* [DATA EXCERPTS]
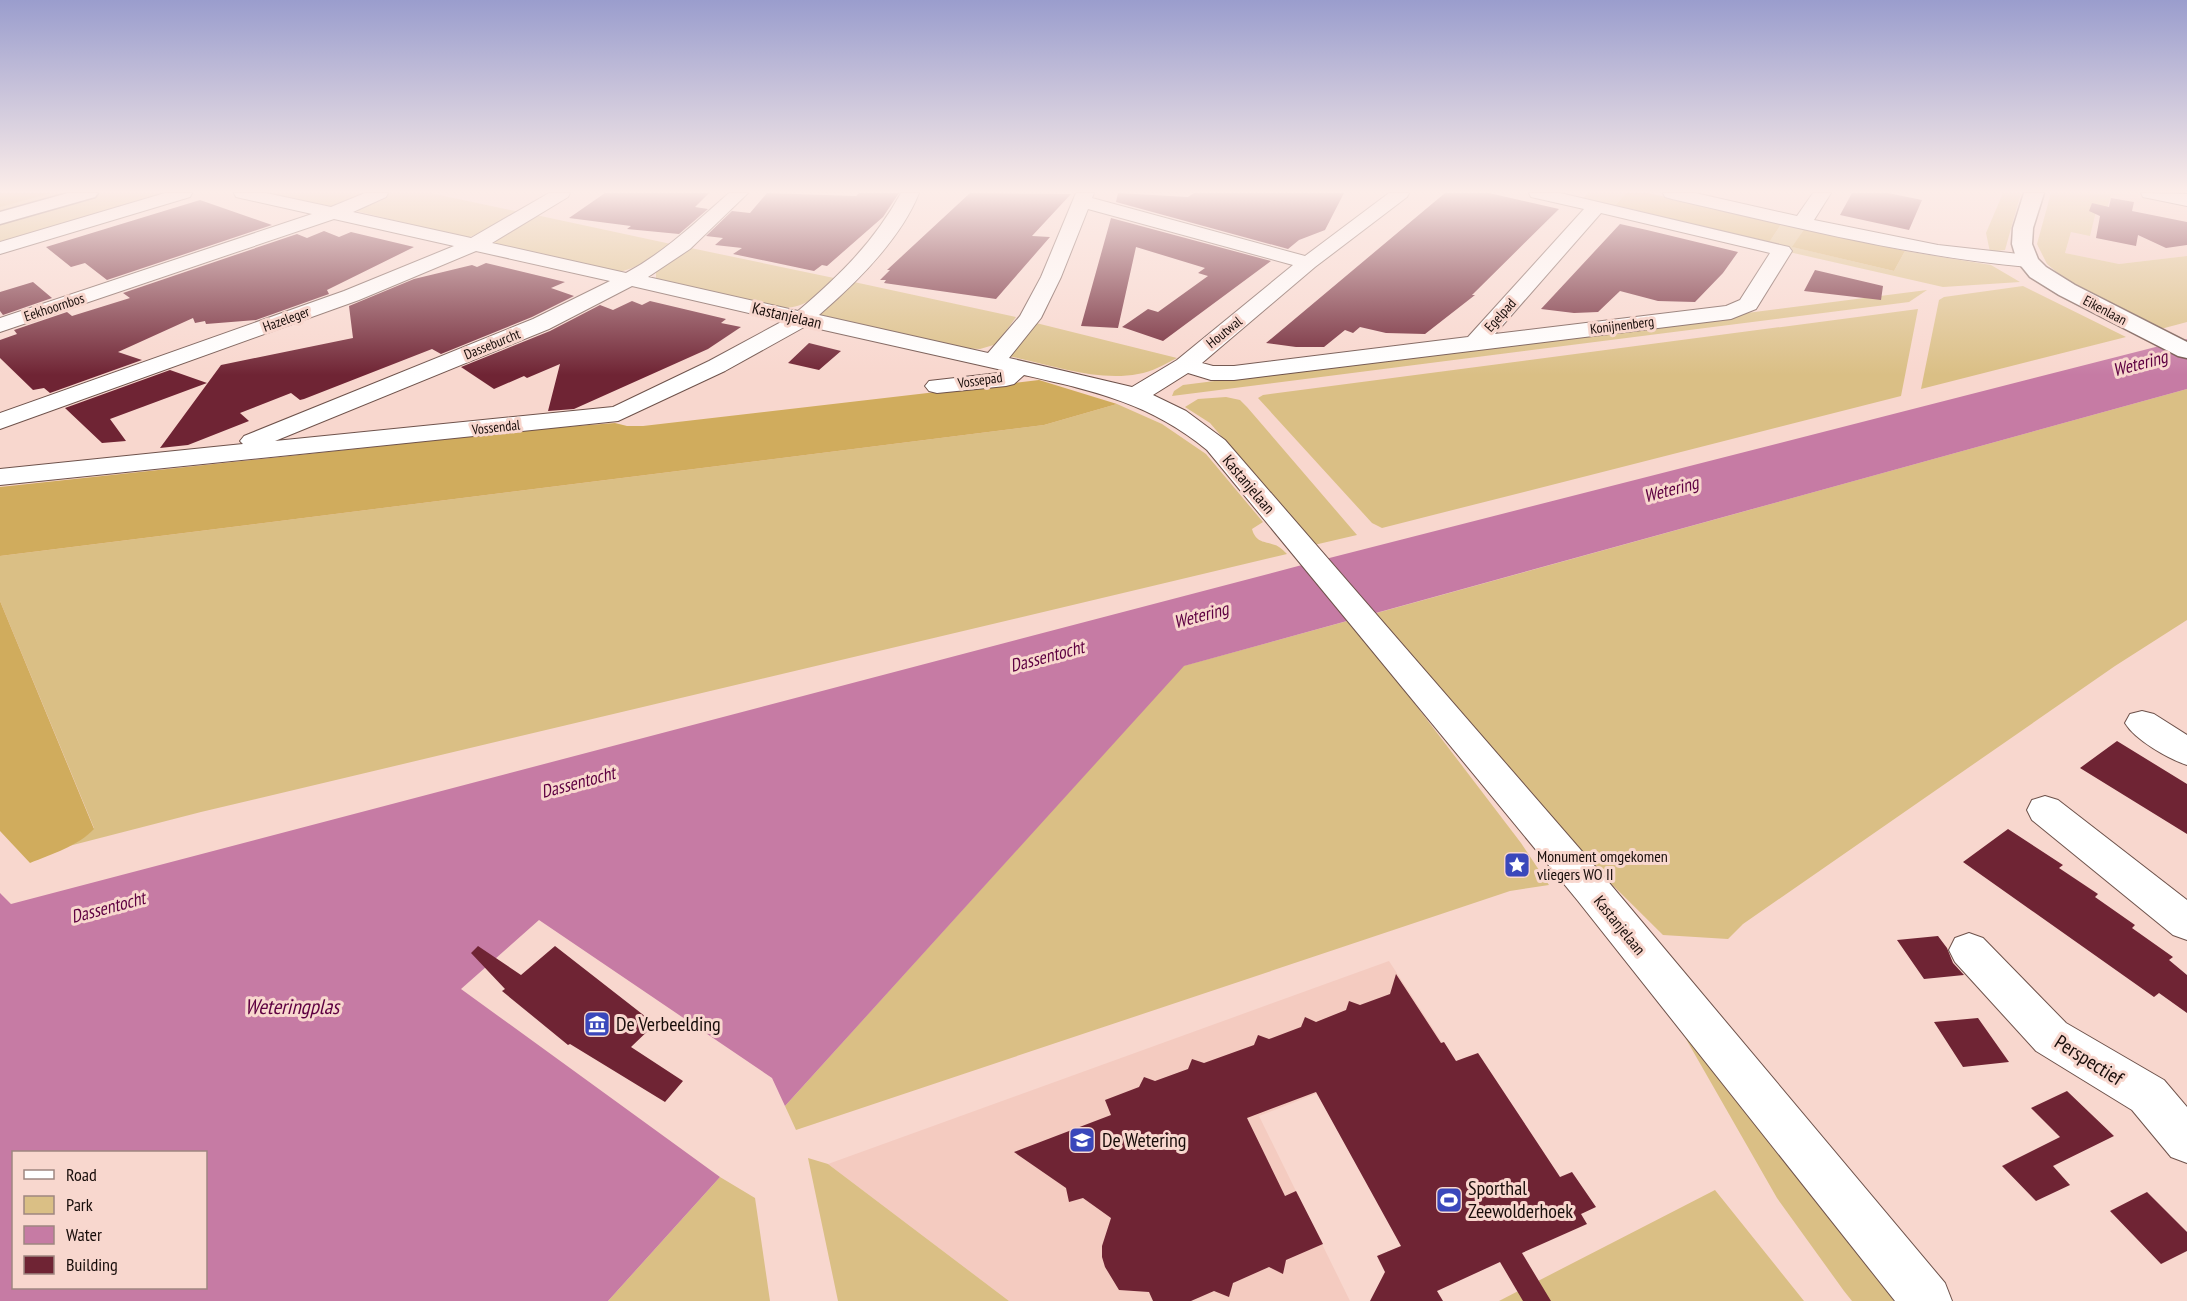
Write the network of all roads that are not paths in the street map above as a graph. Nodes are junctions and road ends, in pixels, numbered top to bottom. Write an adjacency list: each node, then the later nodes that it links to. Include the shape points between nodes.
1 (213, 254): 17 (street, Eekhoornbos)
2 (456, 254): 25 (street, Hazeleger, via 387,283)
3 (514, 254): 15 (street, Kastanjelaan)
4 (670, 254): 15 (street, Dasseburcht)
5 (868, 254): 16 (street, Vossendal, via 847,280)
6 (1061, 254): 20 (street, via 1030,318)
7 (1276, 254): 14 (street)
8 (1320, 254): 14 (street, Houtwal)
9 (1555, 254): 18 (street, Egelpad)
10 (1780, 254): 18 (street, Konijnenberg, via 1748,304 1731,312)
11 (1955, 254): 13 (street)
12 (2025, 254): 13 (street)
13 (2028, 261): 19 (street, Eikenlaan, via 2067,290)
14 (1308, 263): 21 (street, Houtwal)
15 (629, 280): 16 (street, Kastanjelaan); 26 (street, Dasseburcht, via 542,324)
16 (802, 318): 20 (street, Kastanjelaan); 26 (street, Vossendal, via 618,414)
17 (0, 325)
18 (1475, 343): 21 (street, Konijnenberg, via 1234,373 1211,373)
19 (2187, 351)
20 (994, 361): 22 (street, Kastanjelaan)
21 (1185, 365): 24 (street, Houtwal)
22 (1019, 366): 23 (street, Vossepad, via 1006,379); 24 (street, Kastanjelaan)
23 (937, 386)
24 (1135, 396): 34 (street, Kastanjelaan, via 1190,422 1216,445 1592,890)
25 (0, 421)
26 (222, 454): 27 (street, Vossendal)
27 (0, 477)
28 (2142, 723): 29 (street)
29 (2187, 752)
30 (2045, 810): 31 (street)
31 (2187, 923)
32 (1969, 950): 33 (street, Perspectief, via 2051,1038 2148,1095)
33 (2187, 1141)
34 (1928, 1301)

* [TASK PROMPT]
Pictures in the listing above must be skipped; everything else should be copied exactly.

* [ANSWER TO THE EXERCISE]
Write the network of all roads that are not paths in the street map above as a graph. Nodes are junctions and road ends, in pixels, numbered top to bottom. Write an adjacency list: each node, then the later nodes that it links to. Include the shape points between nodes.
1 (213, 254): 17 (street, Eekhoornbos)
2 (456, 254): 25 (street, Hazeleger, via 387,283)
3 (514, 254): 15 (street, Kastanjelaan)
4 (670, 254): 15 (street, Dasseburcht)
5 (868, 254): 16 (street, Vossendal, via 847,280)
6 (1061, 254): 20 (street, via 1030,318)
7 (1276, 254): 14 (street)
8 (1320, 254): 14 (street, Houtwal)
9 (1555, 254): 18 (street, Egelpad)
10 (1780, 254): 18 (street, Konijnenberg, via 1748,304 1731,312)
11 (1955, 254): 13 (street)
12 (2025, 254): 13 (street)
13 (2028, 261): 19 (street, Eikenlaan, via 2067,290)
14 (1308, 263): 21 (street, Houtwal)
15 (629, 280): 16 (street, Kastanjelaan); 26 (street, Dasseburcht, via 542,324)
16 (802, 318): 20 (street, Kastanjelaan); 26 (street, Vossendal, via 618,414)
17 (0, 325)
18 (1475, 343): 21 (street, Konijnenberg, via 1234,373 1211,373)
19 (2187, 351)
20 (994, 361): 22 (street, Kastanjelaan)
21 (1185, 365): 24 (street, Houtwal)
22 (1019, 366): 23 (street, Vossepad, via 1006,379); 24 (street, Kastanjelaan)
23 (937, 386)
24 (1135, 396): 34 (street, Kastanjelaan, via 1190,422 1216,445 1592,890)
25 (0, 421)
26 (222, 454): 27 (street, Vossendal)
27 (0, 477)
28 (2142, 723): 29 (street)
29 (2187, 752)
30 (2045, 810): 31 (street)
31 (2187, 923)
32 (1969, 950): 33 (street, Perspectief, via 2051,1038 2148,1095)
33 (2187, 1141)
34 (1928, 1301)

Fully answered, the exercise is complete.